'''

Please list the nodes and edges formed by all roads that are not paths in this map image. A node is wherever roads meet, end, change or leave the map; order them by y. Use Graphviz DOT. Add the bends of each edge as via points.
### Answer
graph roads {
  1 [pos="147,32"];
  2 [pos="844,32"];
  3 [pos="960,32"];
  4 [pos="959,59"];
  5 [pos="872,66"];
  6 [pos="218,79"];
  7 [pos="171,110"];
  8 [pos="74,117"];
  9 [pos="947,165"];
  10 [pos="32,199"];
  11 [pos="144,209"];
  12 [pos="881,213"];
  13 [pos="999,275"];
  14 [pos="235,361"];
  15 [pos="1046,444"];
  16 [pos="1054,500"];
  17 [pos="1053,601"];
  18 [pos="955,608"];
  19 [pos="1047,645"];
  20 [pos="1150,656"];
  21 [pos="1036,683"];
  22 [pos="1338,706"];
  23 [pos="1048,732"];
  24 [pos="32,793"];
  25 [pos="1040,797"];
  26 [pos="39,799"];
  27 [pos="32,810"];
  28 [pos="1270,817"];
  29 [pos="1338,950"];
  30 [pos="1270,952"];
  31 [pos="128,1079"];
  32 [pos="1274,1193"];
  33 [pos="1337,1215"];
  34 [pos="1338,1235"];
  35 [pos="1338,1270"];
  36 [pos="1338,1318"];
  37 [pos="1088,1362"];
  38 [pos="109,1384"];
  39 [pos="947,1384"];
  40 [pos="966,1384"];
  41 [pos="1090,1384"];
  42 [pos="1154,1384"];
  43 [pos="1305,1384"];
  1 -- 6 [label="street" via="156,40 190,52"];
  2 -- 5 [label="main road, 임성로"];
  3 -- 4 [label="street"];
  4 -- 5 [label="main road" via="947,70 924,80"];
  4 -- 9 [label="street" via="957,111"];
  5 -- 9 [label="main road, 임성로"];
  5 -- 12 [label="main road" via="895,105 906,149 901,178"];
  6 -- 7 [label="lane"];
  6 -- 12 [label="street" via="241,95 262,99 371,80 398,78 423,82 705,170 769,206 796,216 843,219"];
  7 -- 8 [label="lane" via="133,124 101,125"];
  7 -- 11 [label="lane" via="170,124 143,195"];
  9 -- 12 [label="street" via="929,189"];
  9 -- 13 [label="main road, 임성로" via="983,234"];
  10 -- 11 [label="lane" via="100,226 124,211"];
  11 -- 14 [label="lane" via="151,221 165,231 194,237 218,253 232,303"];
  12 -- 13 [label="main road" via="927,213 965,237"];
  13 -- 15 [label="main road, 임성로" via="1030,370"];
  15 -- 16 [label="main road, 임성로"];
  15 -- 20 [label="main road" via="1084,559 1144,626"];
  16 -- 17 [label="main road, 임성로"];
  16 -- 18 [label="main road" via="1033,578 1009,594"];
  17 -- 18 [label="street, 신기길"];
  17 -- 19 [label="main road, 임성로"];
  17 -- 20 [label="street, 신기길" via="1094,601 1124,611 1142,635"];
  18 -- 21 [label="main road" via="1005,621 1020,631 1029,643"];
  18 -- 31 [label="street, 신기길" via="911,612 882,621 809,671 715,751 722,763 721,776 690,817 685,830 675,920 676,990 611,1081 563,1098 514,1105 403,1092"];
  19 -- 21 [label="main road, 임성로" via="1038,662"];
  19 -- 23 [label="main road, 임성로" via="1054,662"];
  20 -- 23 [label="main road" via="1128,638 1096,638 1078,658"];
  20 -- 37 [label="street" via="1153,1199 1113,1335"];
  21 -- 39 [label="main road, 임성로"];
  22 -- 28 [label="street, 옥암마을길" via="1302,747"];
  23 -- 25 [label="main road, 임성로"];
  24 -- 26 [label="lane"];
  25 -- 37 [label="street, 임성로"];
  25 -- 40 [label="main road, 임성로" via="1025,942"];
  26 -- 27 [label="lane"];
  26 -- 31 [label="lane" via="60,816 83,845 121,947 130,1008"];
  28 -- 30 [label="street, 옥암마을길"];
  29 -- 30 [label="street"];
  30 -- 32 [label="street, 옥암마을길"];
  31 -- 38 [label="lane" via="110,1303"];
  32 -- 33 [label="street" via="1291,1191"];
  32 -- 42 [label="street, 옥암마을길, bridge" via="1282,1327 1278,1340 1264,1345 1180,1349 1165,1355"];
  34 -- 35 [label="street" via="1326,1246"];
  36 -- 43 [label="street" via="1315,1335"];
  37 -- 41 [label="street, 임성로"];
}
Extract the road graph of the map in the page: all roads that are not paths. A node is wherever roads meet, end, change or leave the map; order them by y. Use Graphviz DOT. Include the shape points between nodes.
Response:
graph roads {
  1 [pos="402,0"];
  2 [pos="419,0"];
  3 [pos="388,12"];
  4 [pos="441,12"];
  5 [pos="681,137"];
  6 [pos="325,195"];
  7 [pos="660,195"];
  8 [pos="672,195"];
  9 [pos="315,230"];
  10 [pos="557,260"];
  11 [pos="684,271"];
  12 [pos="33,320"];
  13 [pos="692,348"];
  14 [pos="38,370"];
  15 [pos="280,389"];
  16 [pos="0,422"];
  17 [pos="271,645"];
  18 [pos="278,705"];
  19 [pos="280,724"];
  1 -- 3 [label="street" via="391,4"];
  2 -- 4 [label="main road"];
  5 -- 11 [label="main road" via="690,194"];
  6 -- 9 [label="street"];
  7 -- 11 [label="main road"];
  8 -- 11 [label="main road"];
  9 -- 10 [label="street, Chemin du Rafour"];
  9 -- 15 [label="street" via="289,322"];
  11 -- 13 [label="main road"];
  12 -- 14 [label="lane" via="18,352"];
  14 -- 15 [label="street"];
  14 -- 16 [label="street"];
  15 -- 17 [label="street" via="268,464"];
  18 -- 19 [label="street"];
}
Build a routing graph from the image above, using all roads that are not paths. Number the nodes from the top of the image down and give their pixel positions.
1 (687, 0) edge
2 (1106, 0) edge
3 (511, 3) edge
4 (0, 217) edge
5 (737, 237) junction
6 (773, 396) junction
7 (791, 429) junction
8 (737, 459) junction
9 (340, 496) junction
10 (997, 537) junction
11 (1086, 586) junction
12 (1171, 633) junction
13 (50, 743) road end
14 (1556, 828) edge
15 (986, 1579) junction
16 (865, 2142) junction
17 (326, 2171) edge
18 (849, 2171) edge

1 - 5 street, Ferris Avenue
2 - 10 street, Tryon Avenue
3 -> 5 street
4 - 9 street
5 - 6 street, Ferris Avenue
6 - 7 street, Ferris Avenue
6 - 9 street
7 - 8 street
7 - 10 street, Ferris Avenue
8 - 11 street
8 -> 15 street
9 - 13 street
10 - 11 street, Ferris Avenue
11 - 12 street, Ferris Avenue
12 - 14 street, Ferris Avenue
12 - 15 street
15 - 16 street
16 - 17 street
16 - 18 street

'''

The required output is the full set of entries, reproduced verbatim.

The answer.
Please list the nodes and edges formed by all roads that are not paths in this map image. A node is wherever roads meet, end, change or leave the map; order them by y. Use Graphviz DOT. Add the bends of each edge as via points.
### Answer
graph roads {
  1 [pos="147,32"];
  2 [pos="844,32"];
  3 [pos="960,32"];
  4 [pos="959,59"];
  5 [pos="872,66"];
  6 [pos="218,79"];
  7 [pos="171,110"];
  8 [pos="74,117"];
  9 [pos="947,165"];
  10 [pos="32,199"];
  11 [pos="144,209"];
  12 [pos="881,213"];
  13 [pos="999,275"];
  14 [pos="235,361"];
  15 [pos="1046,444"];
  16 [pos="1054,500"];
  17 [pos="1053,601"];
  18 [pos="955,608"];
  19 [pos="1047,645"];
  20 [pos="1150,656"];
  21 [pos="1036,683"];
  22 [pos="1338,706"];
  23 [pos="1048,732"];
  24 [pos="32,793"];
  25 [pos="1040,797"];
  26 [pos="39,799"];
  27 [pos="32,810"];
  28 [pos="1270,817"];
  29 [pos="1338,950"];
  30 [pos="1270,952"];
  31 [pos="128,1079"];
  32 [pos="1274,1193"];
  33 [pos="1337,1215"];
  34 [pos="1338,1235"];
  35 [pos="1338,1270"];
  36 [pos="1338,1318"];
  37 [pos="1088,1362"];
  38 [pos="109,1384"];
  39 [pos="947,1384"];
  40 [pos="966,1384"];
  41 [pos="1090,1384"];
  42 [pos="1154,1384"];
  43 [pos="1305,1384"];
  1 -- 6 [label="street" via="156,40 190,52"];
  2 -- 5 [label="main road, 임성로"];
  3 -- 4 [label="street"];
  4 -- 5 [label="main road" via="947,70 924,80"];
  4 -- 9 [label="street" via="957,111"];
  5 -- 9 [label="main road, 임성로"];
  5 -- 12 [label="main road" via="895,105 906,149 901,178"];
  6 -- 7 [label="lane"];
  6 -- 12 [label="street" via="241,95 262,99 371,80 398,78 423,82 705,170 769,206 796,216 843,219"];
  7 -- 8 [label="lane" via="133,124 101,125"];
  7 -- 11 [label="lane" via="170,124 143,195"];
  9 -- 12 [label="street" via="929,189"];
  9 -- 13 [label="main road, 임성로" via="983,234"];
  10 -- 11 [label="lane" via="100,226 124,211"];
  11 -- 14 [label="lane" via="151,221 165,231 194,237 218,253 232,303"];
  12 -- 13 [label="main road" via="927,213 965,237"];
  13 -- 15 [label="main road, 임성로" via="1030,370"];
  15 -- 16 [label="main road, 임성로"];
  15 -- 20 [label="main road" via="1084,559 1144,626"];
  16 -- 17 [label="main road, 임성로"];
  16 -- 18 [label="main road" via="1033,578 1009,594"];
  17 -- 18 [label="street, 신기길"];
  17 -- 19 [label="main road, 임성로"];
  17 -- 20 [label="street, 신기길" via="1094,601 1124,611 1142,635"];
  18 -- 21 [label="main road" via="1005,621 1020,631 1029,643"];
  18 -- 31 [label="street, 신기길" via="911,612 882,621 809,671 715,751 722,763 721,776 690,817 685,830 675,920 676,990 611,1081 563,1098 514,1105 403,1092"];
  19 -- 21 [label="main road, 임성로" via="1038,662"];
  19 -- 23 [label="main road, 임성로" via="1054,662"];
  20 -- 23 [label="main road" via="1128,638 1096,638 1078,658"];
  20 -- 37 [label="street" via="1153,1199 1113,1335"];
  21 -- 39 [label="main road, 임성로"];
  22 -- 28 [label="street, 옥암마을길" via="1302,747"];
  23 -- 25 [label="main road, 임성로"];
  24 -- 26 [label="lane"];
  25 -- 37 [label="street, 임성로"];
  25 -- 40 [label="main road, 임성로" via="1025,942"];
  26 -- 27 [label="lane"];
  26 -- 31 [label="lane" via="60,816 83,845 121,947 130,1008"];
  28 -- 30 [label="street, 옥암마을길"];
  29 -- 30 [label="street"];
  30 -- 32 [label="street, 옥암마을길"];
  31 -- 38 [label="lane" via="110,1303"];
  32 -- 33 [label="street" via="1291,1191"];
  32 -- 42 [label="street, 옥암마을길, bridge" via="1282,1327 1278,1340 1264,1345 1180,1349 1165,1355"];
  34 -- 35 [label="street" via="1326,1246"];
  36 -- 43 [label="street" via="1315,1335"];
  37 -- 41 [label="street, 임성로"];
}
Extract the road graph of the map in the page: all roads that are not paths. A node is wherever roads meet, end, change or leave the map; order them by y. Use Graphviz DOT. Include the shape points between nodes.
Response:
graph roads {
  1 [pos="402,0"];
  2 [pos="419,0"];
  3 [pos="388,12"];
  4 [pos="441,12"];
  5 [pos="681,137"];
  6 [pos="325,195"];
  7 [pos="660,195"];
  8 [pos="672,195"];
  9 [pos="315,230"];
  10 [pos="557,260"];
  11 [pos="684,271"];
  12 [pos="33,320"];
  13 [pos="692,348"];
  14 [pos="38,370"];
  15 [pos="280,389"];
  16 [pos="0,422"];
  17 [pos="271,645"];
  18 [pos="278,705"];
  19 [pos="280,724"];
  1 -- 3 [label="street" via="391,4"];
  2 -- 4 [label="main road"];
  5 -- 11 [label="main road" via="690,194"];
  6 -- 9 [label="street"];
  7 -- 11 [label="main road"];
  8 -- 11 [label="main road"];
  9 -- 10 [label="street, Chemin du Rafour"];
  9 -- 15 [label="street" via="289,322"];
  11 -- 13 [label="main road"];
  12 -- 14 [label="lane" via="18,352"];
  14 -- 15 [label="street"];
  14 -- 16 [label="street"];
  15 -- 17 [label="street" via="268,464"];
  18 -- 19 [label="street"];
}
Build a routing graph from the image above, using all roads that are not paths. Number the nodes from the top of the image down and give their pixel positions.
1 (687, 0) edge
2 (1106, 0) edge
3 (511, 3) edge
4 (0, 217) edge
5 (737, 237) junction
6 (773, 396) junction
7 (791, 429) junction
8 (737, 459) junction
9 (340, 496) junction
10 (997, 537) junction
11 (1086, 586) junction
12 (1171, 633) junction
13 (50, 743) road end
14 (1556, 828) edge
15 (986, 1579) junction
16 (865, 2142) junction
17 (326, 2171) edge
18 (849, 2171) edge

1 - 5 street, Ferris Avenue
2 - 10 street, Tryon Avenue
3 -> 5 street
4 - 9 street
5 - 6 street, Ferris Avenue
6 - 7 street, Ferris Avenue
6 - 9 street
7 - 8 street
7 - 10 street, Ferris Avenue
8 - 11 street
8 -> 15 street
9 - 13 street
10 - 11 street, Ferris Avenue
11 - 12 street, Ferris Avenue
12 - 14 street, Ferris Avenue
12 - 15 street
15 - 16 street
16 - 17 street
16 - 18 street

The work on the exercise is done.